Il consigliere M5S è il terzo candidato a sindaco con l’uscente Perazzetti e Di Silvestre (centrosinistra)
CITTÀ SANT’ANGELO. Sarà una corsa a tre quella per lo scranno principale del Comune di Città Sant’Angelo.
Dopo l’ufficializzazione della ricandidatura del sindaco uscente Matteo Perazzetti per il centrodestra e quella del suo diretto sfidante, Ugo Di Silvestre, un terzo contendente si aggiunge sulla scheda elettorale degli elettori angolani.
Si tratta del consigliere comunale uscente del Movimento 5 Stelle Stefano Seracini, che correrà a capo della lista civica “Ci StA”. Un nome che da un lato contiene l’acronimo di Città Sant’Angelo e dall’altro, nasce dalla volontà di Seracini di definirsi «in maniera ironica ma non troppo, l’unico a risiedere e vivere nel posto in cui si candida». Così come non è casuale la scelta del bianco e nero per il simbolo della lista, per ribadire la volontà del candidato di mettere i temi principali della città “nero su bianco”. Dopo aver trascorso sui banchi dell’opposizione gli ultimi cinque anni, rimanendo fedele al Movimento, l’amministratore pentastellato, preso atto dell’impossibilità di utilizzare il simbolo con le cinque stelle (che per regolamento non avrà liste nei comuni sotto i 15.000 abitanti), ha scelto di proseguire il suo percorso, facendo un salto in alto verso lo scranno angolano più alto.
«Determinato e sensibile, pertiniano nel cuore e nell'anima», con queste parole Seracini, nato nella contrada San Martino, ex cameriere, oggi operaio laureato, si presenta ai suoi concittadini. «Mi fa rabbia vedere uomini che dal consiglio comunale non si siano presi la responsabilità di candidarsi a sindaco», commenta l’aspirante primo cittadino. «La trovo un'offesa ai miei concittadini».
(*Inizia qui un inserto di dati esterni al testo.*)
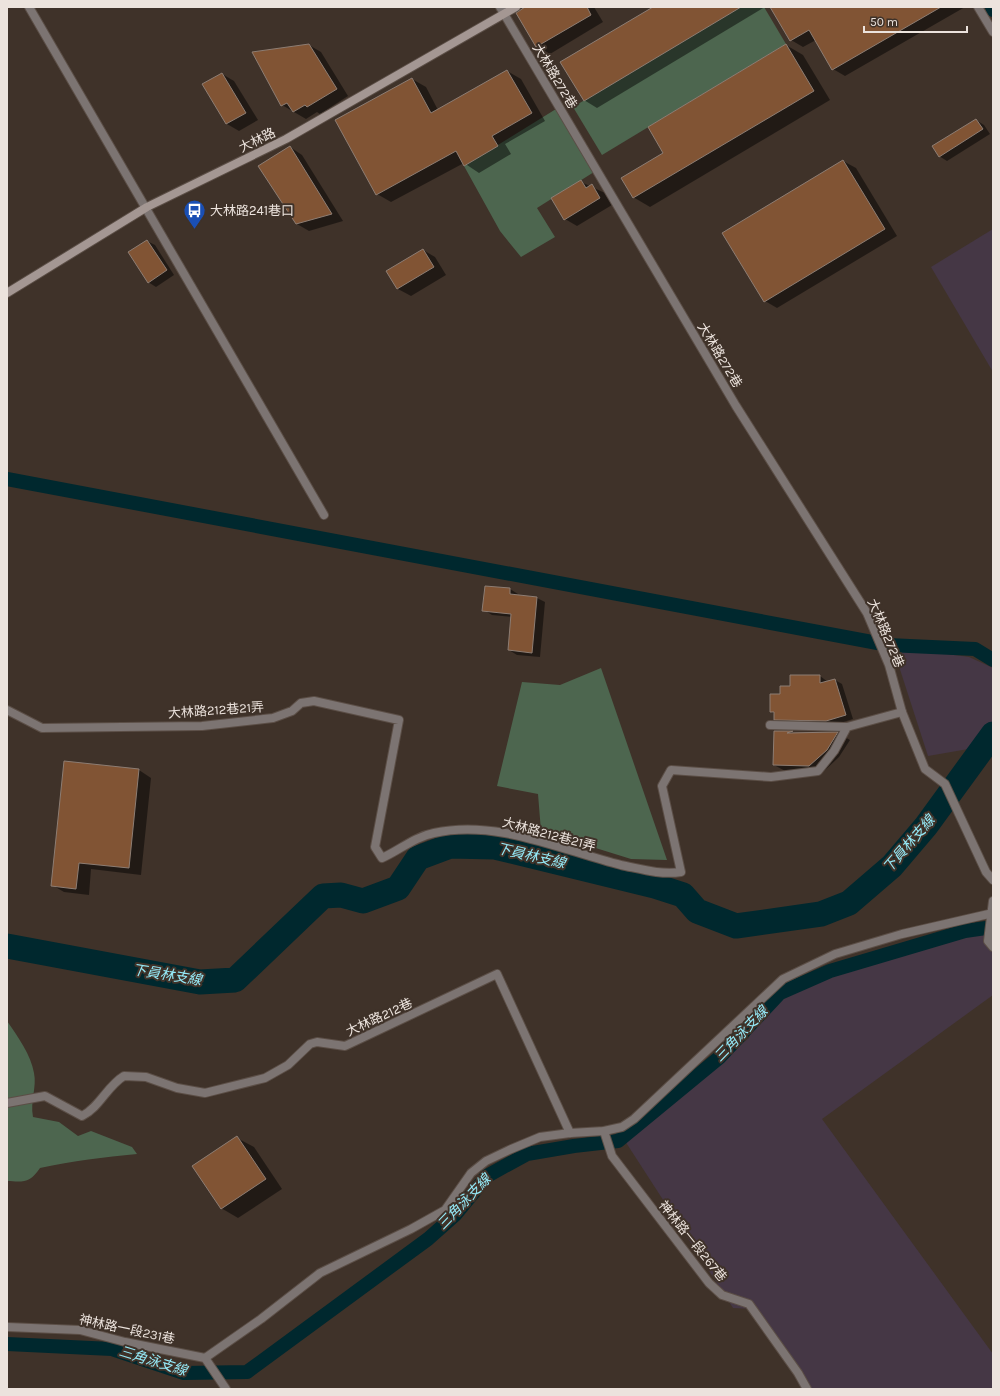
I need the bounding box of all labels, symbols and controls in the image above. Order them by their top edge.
scale bar [864,8,967,34]
text: 50 m [870,15,898,29]
street label: 大林路272巷 [530,41,580,111]
street label: 大林路 [236,125,278,155]
bus stop icon: 大林路241巷口 [182,197,208,230]
place label: 大林路241巷口 [210,203,294,218]
street label: 大林路272巷 [695,320,745,390]
street label: 大林路272巷 [865,596,907,670]
street label: 大林路212巷21弄 [167,699,265,721]
water label: 下員林支線 [880,810,940,876]
street label: 大林路212巷21弄 [501,814,597,854]
water label: 下員林支線 [495,840,569,873]
water label: 下員林支線 [131,961,205,989]
street label: 大林路212巷 [343,995,415,1039]
water label: 三角泳支線 [711,1001,773,1065]
water label: 三角泳支線 [434,1169,496,1233]
street label: 神林路一段267巷 [656,1198,730,1284]
street label: 神林路一段231巷 [78,1312,176,1346]
water label: 三角泳支線 [117,1343,191,1380]

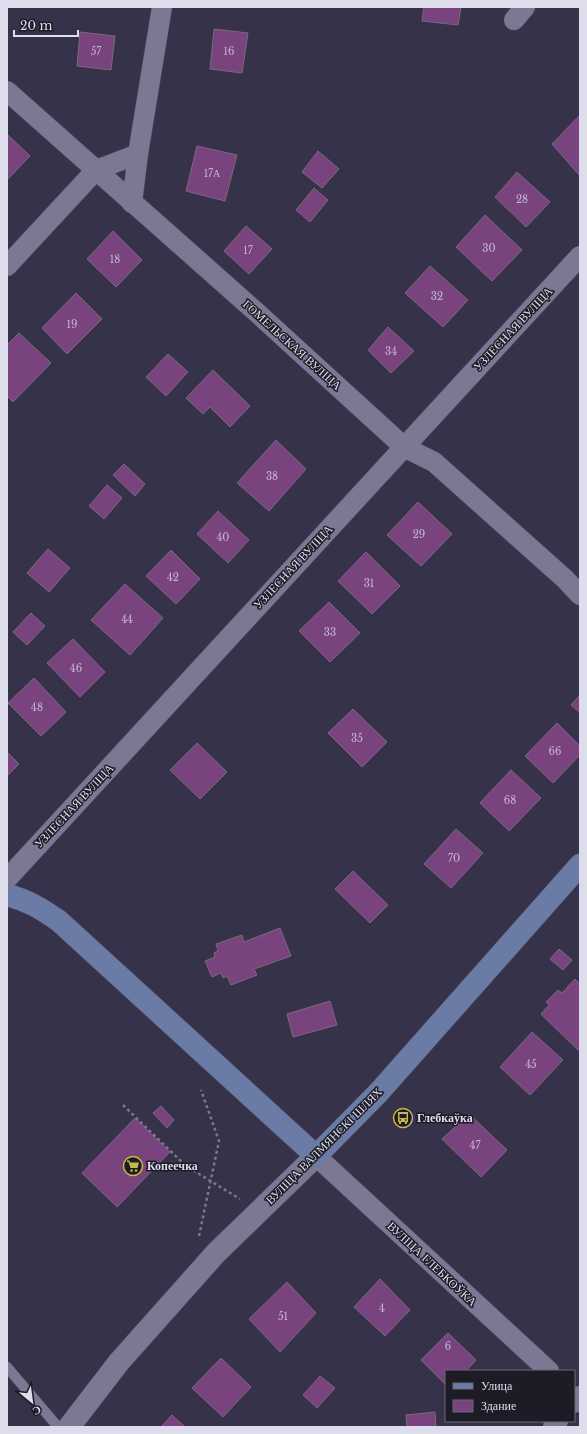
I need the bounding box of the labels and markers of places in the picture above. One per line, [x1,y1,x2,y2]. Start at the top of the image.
bus stop icon: Глебкаўка [392,1107,414,1129]
place label: Глебкаўка [417,1110,473,1125]
supermarket icon: Копеечка [122,1155,144,1177]
place label: Копеечка [147,1158,198,1173]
Seracini chiarisce di non essere, in questa tornata elettorale, il rappresentante del Movimento 5 stelle, ma dichiara di voler rimanere un «riferimento civico» per i sostenitori pentastellati, aggiungendo che «se Giuseppe Conte verrà a trovarci, sarà accolto sul palco».
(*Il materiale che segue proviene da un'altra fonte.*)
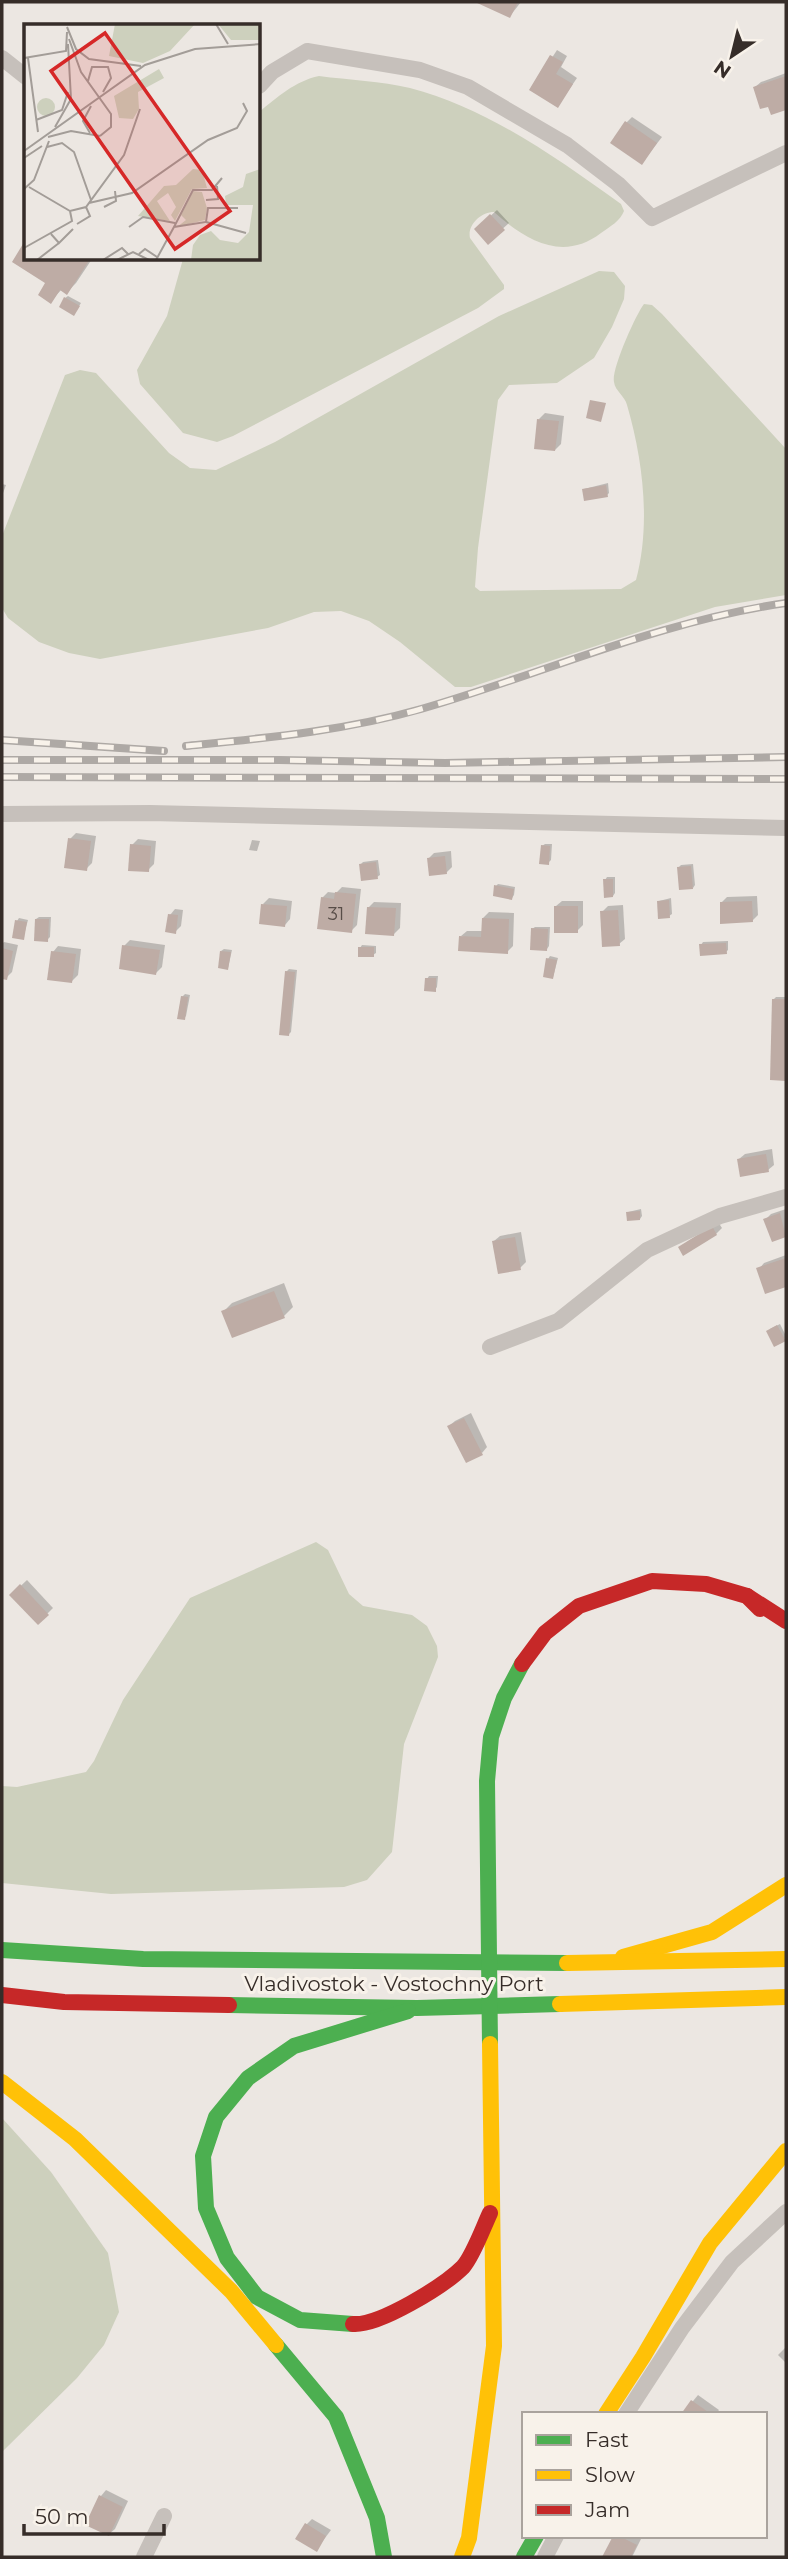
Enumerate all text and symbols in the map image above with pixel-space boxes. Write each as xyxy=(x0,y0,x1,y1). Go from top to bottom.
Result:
north arrow xyxy=(697,21,767,91)
inset map xyxy=(24,24,261,261)
text: N xyxy=(710,56,735,83)
house number: 31 xyxy=(328,903,344,925)
street label: Vladivostok - Vostochny Port xyxy=(244,1971,544,1996)
legend xyxy=(522,2412,767,2538)
text: Fast xyxy=(585,2427,629,2452)
text: Slow xyxy=(585,2462,635,2487)
scale bar xyxy=(24,2492,164,2536)
text: Jam xyxy=(584,2497,630,2522)
text: 50 m xyxy=(35,2504,89,2529)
Intanto, sul fronte del centrodestra, restano accese le tensioni tra il candidato Perazzetti e Forza Italia che non sarebbe intenzionato ad appoggiare il sindaco uscente, per aver messo il veto ad alcuni candidati forzisti, tra cui il coordinatore cittadino ed ex assessore provinciale Roberto Ruggieri.